In this embodiment, polyvinyl alcohol (PVA), which is used as a lower layer under the imprint resin layer, is a water-soluble polymer that can be easily and eco-friendly to be removed by water, and also has an etching rate for the etching of O ₂ ion reaction. It is very high. In addition, polyvinyl alcohol is suitable for forming thin thin films, which is advantageous for forming nanoscale patterns (eg, nanowires, nano dots, etc.) of several hundred nanometers or less.

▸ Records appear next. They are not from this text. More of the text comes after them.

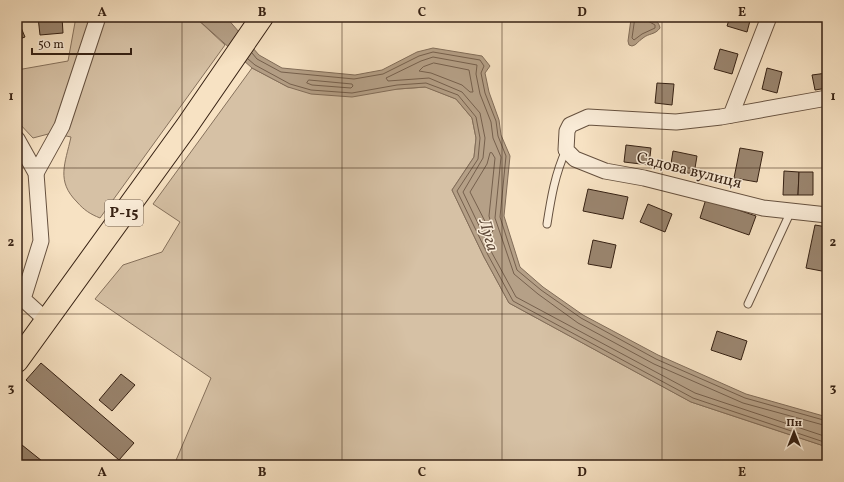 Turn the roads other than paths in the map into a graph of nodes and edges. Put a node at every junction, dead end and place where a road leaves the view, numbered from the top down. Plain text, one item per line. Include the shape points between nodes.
1 (98, 17) edge
2 (769, 17) edge
3 (261, 18) edge
4 (827, 98) edge
5 (732, 115) junction
6 (17, 139) edge
7 (566, 150) junction
8 (36, 172) junction
9 (791, 211) junction
10 (827, 215) edge
11 (547, 224) dead end
12 (748, 304) dead end
13 (46, 320) junction
14 (17, 361) edge

1 - 8 street via 62,126
2 - 5 street
3 - 13 main road, Р-15 via 187,126
4 - 5 street
5 - 7 street via 676,122 588,117 570,125 567,131
6 - 8 street
7 - 9 street, Садова вулиця via 575,159 605,170 763,208
7 - 11 lane via 554,182
8 - 13 street via 41,241 23,299
9 - 10 street, Садова вулиця
9 - 12 lane
13 - 14 main road, Р-15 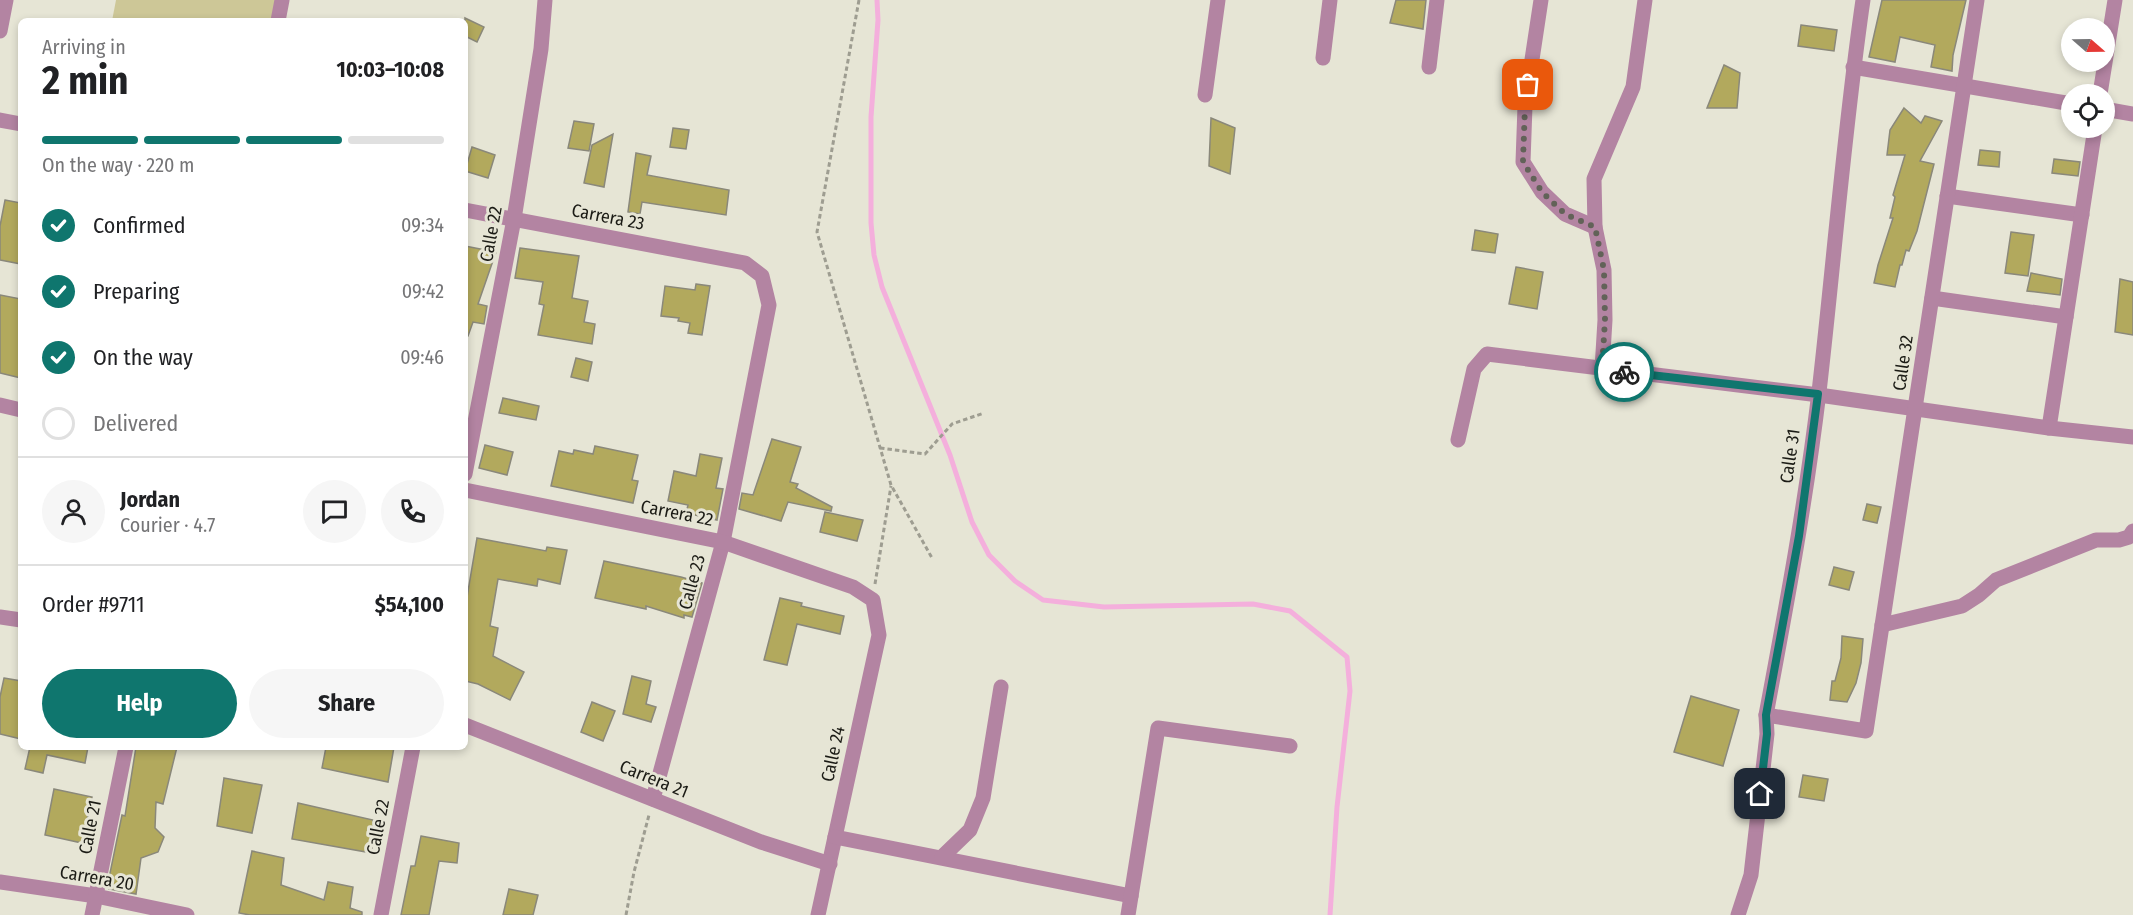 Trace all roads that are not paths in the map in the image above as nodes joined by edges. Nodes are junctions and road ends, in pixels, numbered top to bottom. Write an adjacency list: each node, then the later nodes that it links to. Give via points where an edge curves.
1 (6, 0): 13 (street)
2 (282, 0): 12 (street)
3 (545, 0): 29 (street, Calle 22, via 542,49)
4 (1218, 0): 19 (street)
5 (1330, 0): 14 (street)
6 (1437, 0): 15 (street)
7 (1541, 0): 30 (street, via 1525,106 1523,162 1542,192 1565,214)
8 (1645, 0): 30 (street, via 1633,87 1593,179)
9 (1863, 0): 16 (street, Calle 31)
10 (1977, 0): 18 (street, Calle 32)
11 (2115, 0): 17 (street)
12 (279, 18)
13 (0, 31)
14 (1323, 58)
15 (1429, 67)
16 (1853, 67): 18 (street); 35 (street, Calle 31)
17 (2102, 84)
18 (1964, 86): 20 (street); 26 (street, Calle 32)
19 (1205, 95)
20 (2061, 102)
21 (2115, 111): 22 (street)
22 (2133, 114)
23 (0, 120): 24 (street)
24 (18, 123)
25 (2094, 138): 28 (street)
26 (1947, 195): 28 (street); 32 (street, Calle 32)
27 (468, 211): 29 (street, Carrera 23)
28 (2082, 215): 33 (street)
29 (514, 219): 31 (street, Carrera 23); 42 (street, Calle 22)
30 (1595, 227): 34 (street, via 1604,270)
31 (745, 264): 45 (street, Calle 23, via 762,276 769,304)
32 (1932, 298): 33 (street); 38 (street, Calle 32)
33 (2066, 317): 39 (street)
34 (1602, 369): 35 (street); 41 (street, via 1487,354 1474,369)
35 (1818, 394): 38 (street); 51 (street, Calle 31, via 1799,536)
36 (0, 405): 37 (street)
37 (18, 409)
38 (1916, 409): 39 (street); 49 (street, Calle 32)
39 (2049, 428): 40 (street)
40 (2133, 437)
41 (1458, 440)
42 (468, 458)
43 (468, 491): 45 (street, Carrera 22)
44 (2133, 531): 49 (street, via 2129,537 2096,540 1996,580 1962,606)
45 (723, 542): 46 (street, Carrera 22, via 853,586); 56 (street, Calle 23)
46 (873, 600): 57 (street, Calle 24, via 879,635)
47 (0, 617): 48 (street)
48 (18, 620)
49 (1882, 625): 51 (street, Calle 32, via 1866,731)
50 (1001, 687): 58 (street, via 983,798 970,830)
51 (1766, 715): 68 (street, Calle 31, via 1751,875)
52 (468, 726): 56 (street, Carrera 21)
53 (1290, 746): 62 (street, via 1158,728)
54 (125, 750): 61 (street, Calle 21)
55 (412, 750): 65 (street, Calle 22)
56 (654, 799): 59 (street, Carrera 21, via 761,842)
57 (835, 837): 58 (street); 59 (street, Calle 24)
58 (942, 857): 62 (street)
59 (830, 864): 66 (street, Calle 24)
60 (0, 882): 61 (street, Carrera 20)
61 (96, 896): 63 (street, Calle 21); 64 (street, Carrera 20)
62 (1131, 896): 67 (street)
63 (92, 915)
64 (187, 915)
65 (381, 915)
66 (818, 915)
67 (1128, 915)
68 (1738, 915)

Thereafter, as illustrated in FIG. 1B, an imprint resin layer 104 for imprinting nanostructures is formed on the polyvinyl alcohol layer 102. The imprint resin layer 104 may be formed by spraying a thermosetting resin on the polyvinyl alcohol layer 102 or spin coating a thermoplastic resin.

More specifically, in the case of forming the imprint resin layer 104 with a thermoplastic resin such as PMMA, for example, the thermoplastic resin is dissolved in a solvent and then applied onto the polyvinyl alcohol layer 102 using spin coating or the like. Can be. If the imprint resin layer 104 is formed of a thermosetting resin, the thermosetting resin may be easily applied through spraying or the like without a separate coating process.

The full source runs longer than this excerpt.